Non à Edvige“Edvige est mort, il n’est pas question de le remplacer“, avait assuré mardi le ministre de l’Intérieur, Brice Hortefeux, en annonçant “des bases de données précises“.

De même qu’il cherche ainsi à enterrer Edvige, le ministère récuse également le terme même de “fichier“, selon lui “inexistant juridiquement“… c’est dire la connaissance qu’il a de la “loi relative à l’informatique, aux fichiers et aux libertés“, adoptée en 1978 après que le ministère de l’Intérieur d’alors ait voulu interconnecter toutes les bases de données administratives dans un seul et même fichier sobrement intitulé… SAFARI (voir Safari ou la chasse aux Français).

En l’espèce, et quoi qu’il en dise, Brice Hortefeux vient bel et bien deux fichiers dont la vocation est bien évidemment de “remplacer” Edvige.

Le premier, intitulé “Prévention des atteintes à la sécurité publique” est “ciblé sur les bandes, les hooligans et les groupuscules“, et s’intéressera aux “personnes dont l’activité individuelle ou collective indique qu’elles peuvent porter atteinte à la sécurité publique“.

Le second, dénommé “Enquêtes administratives liées à la sécurité publique“, concernera les postulants à un emploi dans la police, la gendarmerie ou des secteurs sensibles (aéroports, centrales nucléaires, etc., voir Futurs fonctionnaires, ou potentiels terroristes ?).

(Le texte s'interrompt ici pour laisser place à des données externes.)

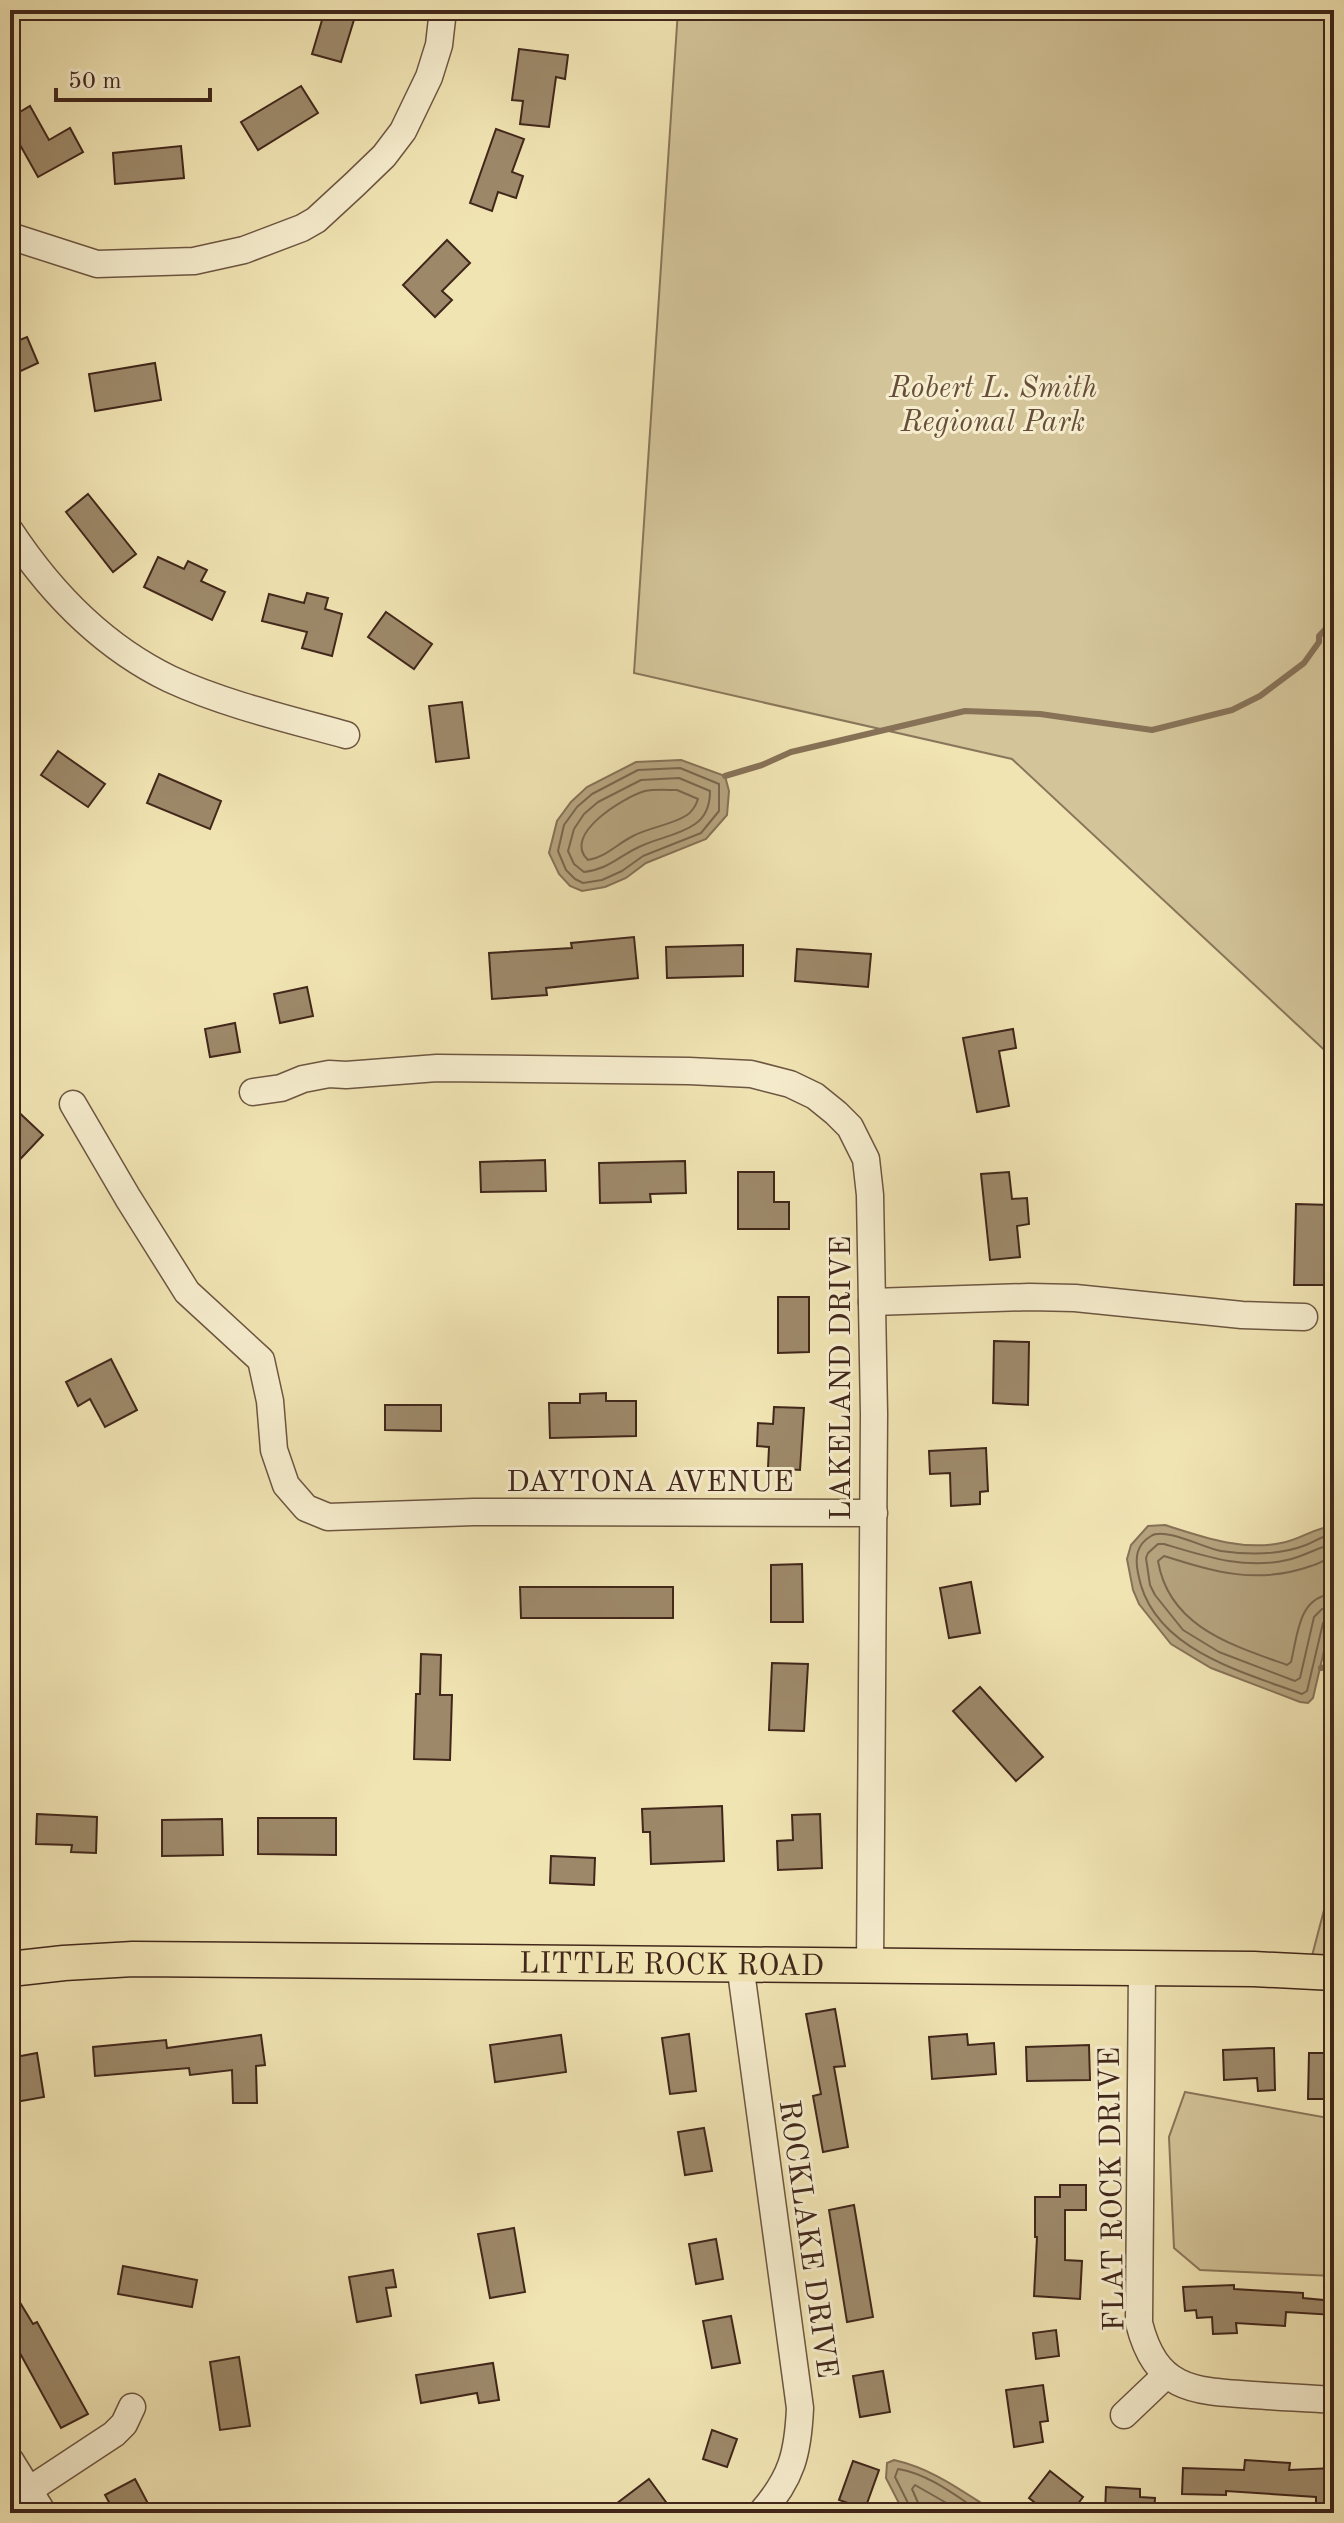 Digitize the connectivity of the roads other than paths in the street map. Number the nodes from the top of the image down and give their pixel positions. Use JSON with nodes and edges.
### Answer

Un million de salariés sont ainsi concernés par ces enquêtes
visant, notamment, à vérifier qu’ils ne font pas montre de “comportements contraires aux bonnes moeurs“, mais également que leur “motivation politique, religieuse, philosophique ou syndicale” ne s’avérerait pas incompatible avec l’exercice de leurs fonctions (voir EDVIGE servira à recruter… et licencier).

Les deux fichiers “ont reçu le feu vert de la CNIL (Commission nationale de l’informatique et des libertés), l’aval du Conseil d’Etat, tout ce qui posait problème dans Edvige a été retiré“, a souligné l’Intérieur à l’AFP.

Voire : la CNIL avait certes été saisie, le 27 mars 2009, au sujet de ces deux projets de décret, qui avaient donc été élaborés bien avant les récents incidents de Poitiers et l’annonce faire, dans la foulée, de la création de ces deux fichiers (voir Hortefeux veut créer deux nouveaux fichiers).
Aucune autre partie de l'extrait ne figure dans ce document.